§ WHAT IS BEING ASKED
For each entry below, copy the text exactly and leave out any picture.

§ DATA TO EXAMINE
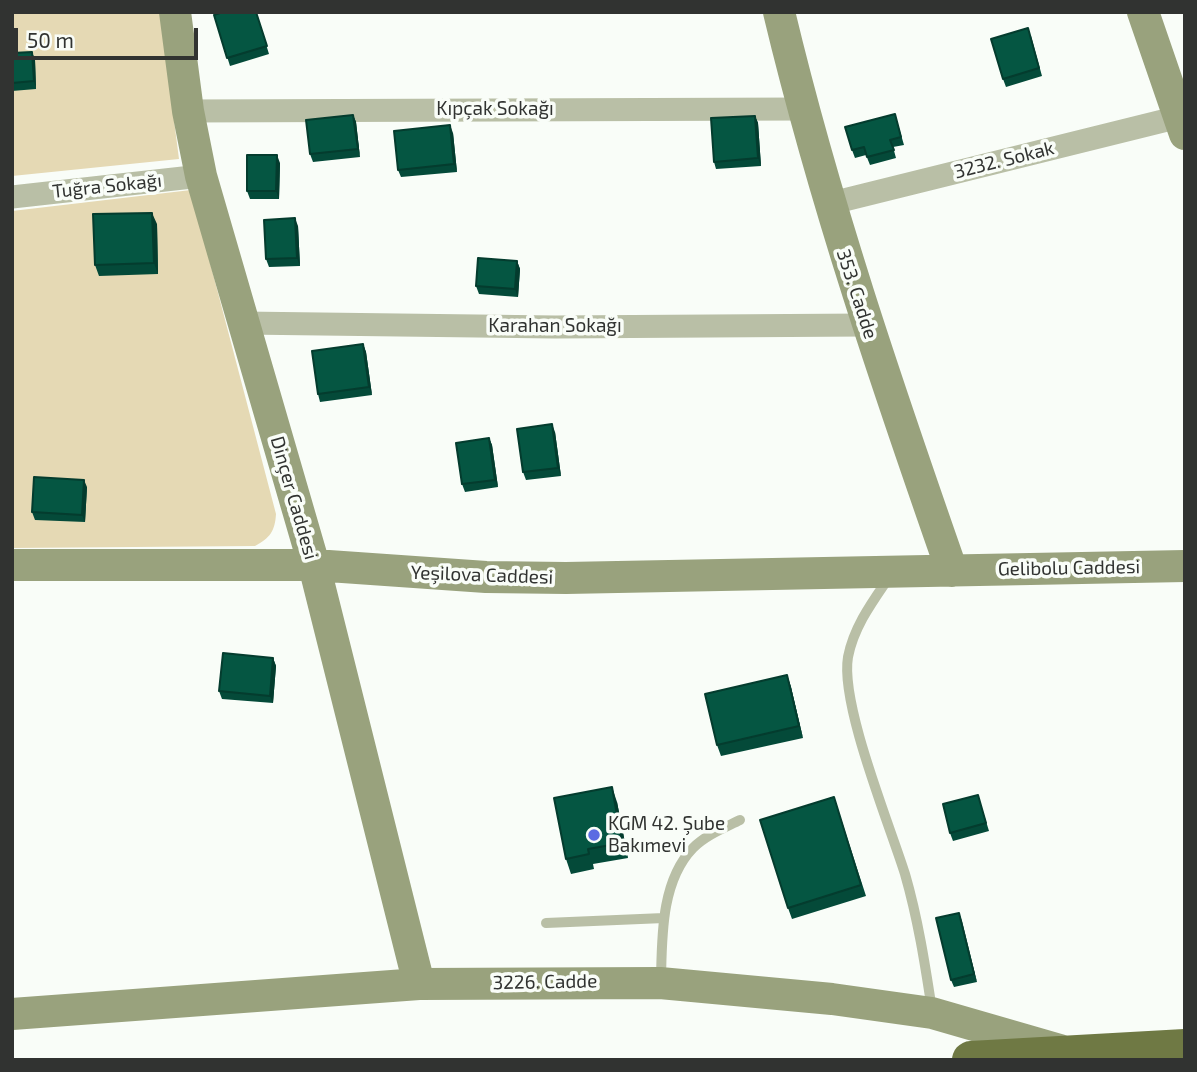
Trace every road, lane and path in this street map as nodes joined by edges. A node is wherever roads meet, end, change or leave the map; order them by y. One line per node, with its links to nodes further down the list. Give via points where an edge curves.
1 (175, 12): 5 (street, Dinçer Caddesi)
2 (779, 12): 4 (street, 353. Cadde)
3 (1143, 12): 6 (street)
4 (803, 109): 5 (street, Kıpçak Sokağı); 9 (street, 353. Cadde)
5 (188, 111): 7 (street, Dinçer Caddesi)
6 (1182, 126): 9 (street, 3232. Sokak)
7 (201, 176): 8 (street, Tuğra Sokağı); 10 (street, Dinçer Caddesi)
8 (12, 197)
9 (828, 204): 11 (street, 353. Cadde)
10 (243, 323): 11 (street, Karahan Sokağı); 13 (street, Dinçer Caddesi)
11 (866, 325): 15 (street, 353. Cadde)
12 (12, 565): 13 (street, Yeşilova Caddesi)
13 (314, 565): 16 (street, Yeşilova Caddesi, via 538,578); 21 (street, Dinçer Caddesi)
14 (1185, 566): 15 (street, Gelibolu Caddesi)
15 (953, 571): 16 (street, Yeşilova Caddesi)
16 (893, 572): 22 (lane, via 864,614 854,638 848,658 850,701 906,877 921,936)
17 (740, 820): 18 (lane, via 691,849 670,891)
18 (664, 918): 19 (lane); 20 (lane)
19 (545, 923)
20 (660, 983): 21 (street, 3226. Cadde); 22 (street, 3226. Cadde)
21 (419, 984): 23 (street, 3226. Cadde)
22 (932, 1013): 25 (street, 3226. Cadde)
23 (12, 1014)
24 (1185, 1048): 25 (highway)
25 (1071, 1054): 26 (highway)
26 (971, 1060)

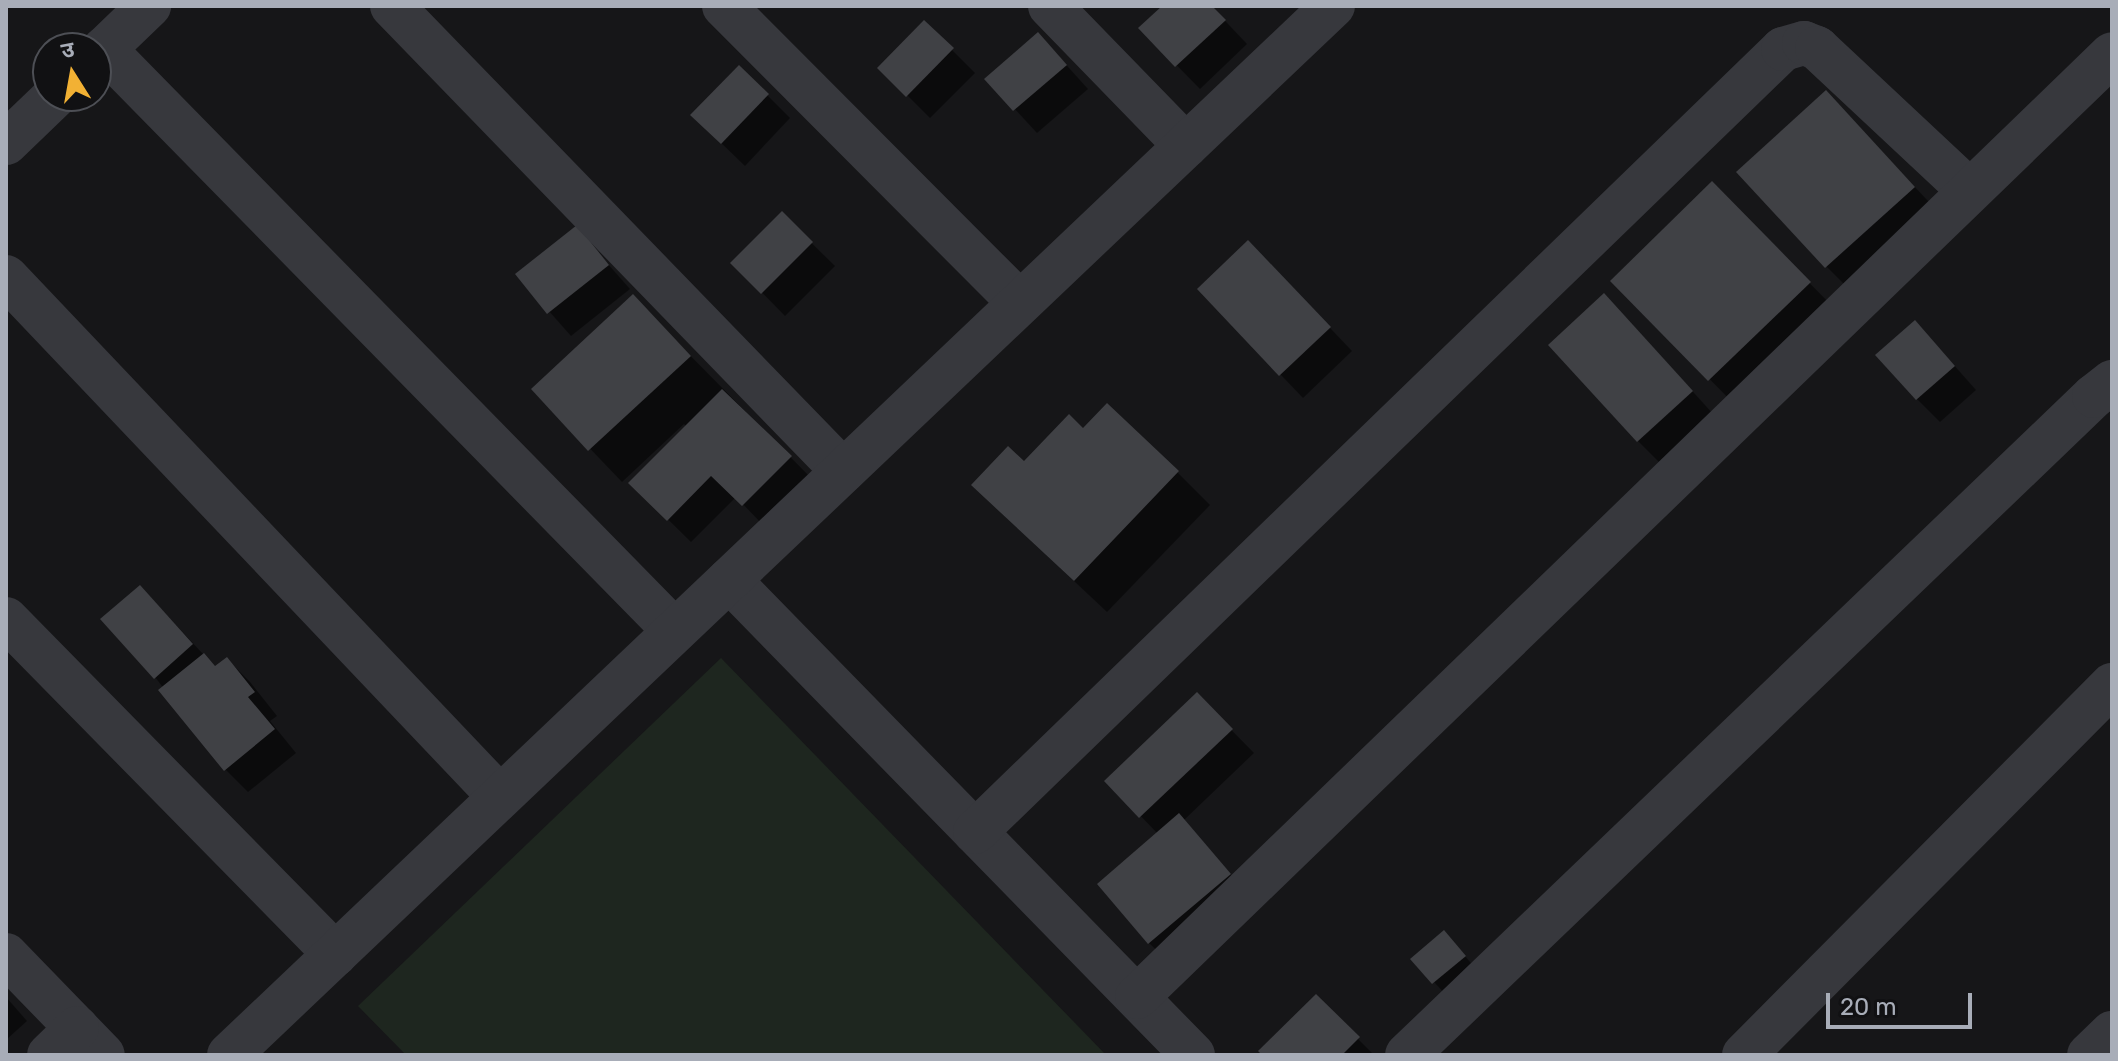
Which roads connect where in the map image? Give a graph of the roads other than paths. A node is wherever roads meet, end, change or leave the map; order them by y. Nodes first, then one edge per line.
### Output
1 (149, 6) edge
2 (392, 6) edge
3 (724, 6) edge
4 (1050, 6) edge
5 (1333, 6) edge
6 (112, 41) edge
7 (2112, 54) edge
8 (112, 65) edge
9 (38, 112) edge
10 (6, 143) edge
11 (1186, 146) junction
12 (1970, 191) junction
13 (6, 277) edge
14 (1020, 303) junction
15 (2112, 382) edge
16 (843, 471) junction
17 (729, 580) junction
18 (6, 619) edge
19 (675, 631) junction
20 (2112, 685) edge
21 (500, 797) junction
22 (975, 832) junction
23 (335, 954) junction
24 (6, 955) edge
25 (1137, 997) junction
26 (2112, 1033) edge
27 (76, 1046) edge
28 (229, 1055) edge
29 (1193, 1055) edge
30 (1407, 1055) edge
31 (1744, 1055) edge
32 (2089, 1055) edge

1 - 6 street
2 - 16 street
3 - 14 street
4 - 11 street
5 - 11 street
7 - 12 street
8 - 19 street
9 - 10 street
11 - 14 street
12 - 22 street
12 - 25 street
13 - 21 street
14 - 16 street
15 - 30 street
16 - 17 street
17 - 19 street
17 - 22 street
18 - 23 street
19 - 21 street
20 - 31 street
21 - 23 street
22 - 25 street
23 - 28 street
24 - 27 street
25 - 29 street
26 - 32 street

§ WRITTEN REPLY
Trace every road, lane and path in this street map as nodes joined by edges. A node is wherever roads meet, end, change or leave the map; order them by y. One line per node, with its links to nodes further down the list. Give via points where an edge curves.
1 (175, 12): 5 (street, Dinçer Caddesi)
2 (779, 12): 4 (street, 353. Cadde)
3 (1143, 12): 6 (street)
4 (803, 109): 5 (street, Kıpçak Sokağı); 9 (street, 353. Cadde)
5 (188, 111): 7 (street, Dinçer Caddesi)
6 (1182, 126): 9 (street, 3232. Sokak)
7 (201, 176): 8 (street, Tuğra Sokağı); 10 (street, Dinçer Caddesi)
8 (12, 197)
9 (828, 204): 11 (street, 353. Cadde)
10 (243, 323): 11 (street, Karahan Sokağı); 13 (street, Dinçer Caddesi)
11 (866, 325): 15 (street, 353. Cadde)
12 (12, 565): 13 (street, Yeşilova Caddesi)
13 (314, 565): 16 (street, Yeşilova Caddesi, via 538,578); 21 (street, Dinçer Caddesi)
14 (1185, 566): 15 (street, Gelibolu Caddesi)
15 (953, 571): 16 (street, Yeşilova Caddesi)
16 (893, 572): 22 (lane, via 864,614 854,638 848,658 850,701 906,877 921,936)
17 (740, 820): 18 (lane, via 691,849 670,891)
18 (664, 918): 19 (lane); 20 (lane)
19 (545, 923)
20 (660, 983): 21 (street, 3226. Cadde); 22 (street, 3226. Cadde)
21 (419, 984): 23 (street, 3226. Cadde)
22 (932, 1013): 25 (street, 3226. Cadde)
23 (12, 1014)
24 (1185, 1048): 25 (highway)
25 (1071, 1054): 26 (highway)
26 (971, 1060)

Which roads connect where in the map image? Give a graph of the roads other than paths. A node is wherever roads meet, end, change or leave the map; order them by y. Nodes first, then one edge per line.
### Output
1 (149, 6) edge
2 (392, 6) edge
3 (724, 6) edge
4 (1050, 6) edge
5 (1333, 6) edge
6 (112, 41) edge
7 (2112, 54) edge
8 (112, 65) edge
9 (38, 112) edge
10 (6, 143) edge
11 (1186, 146) junction
12 (1970, 191) junction
13 (6, 277) edge
14 (1020, 303) junction
15 (2112, 382) edge
16 (843, 471) junction
17 (729, 580) junction
18 (6, 619) edge
19 (675, 631) junction
20 (2112, 685) edge
21 (500, 797) junction
22 (975, 832) junction
23 (335, 954) junction
24 (6, 955) edge
25 (1137, 997) junction
26 (2112, 1033) edge
27 (76, 1046) edge
28 (229, 1055) edge
29 (1193, 1055) edge
30 (1407, 1055) edge
31 (1744, 1055) edge
32 (2089, 1055) edge

1 - 6 street
2 - 16 street
3 - 14 street
4 - 11 street
5 - 11 street
7 - 12 street
8 - 19 street
9 - 10 street
11 - 14 street
12 - 22 street
12 - 25 street
13 - 21 street
14 - 16 street
15 - 30 street
16 - 17 street
17 - 19 street
17 - 22 street
18 - 23 street
19 - 21 street
20 - 31 street
21 - 23 street
22 - 25 street
23 - 28 street
24 - 27 street
25 - 29 street
26 - 32 street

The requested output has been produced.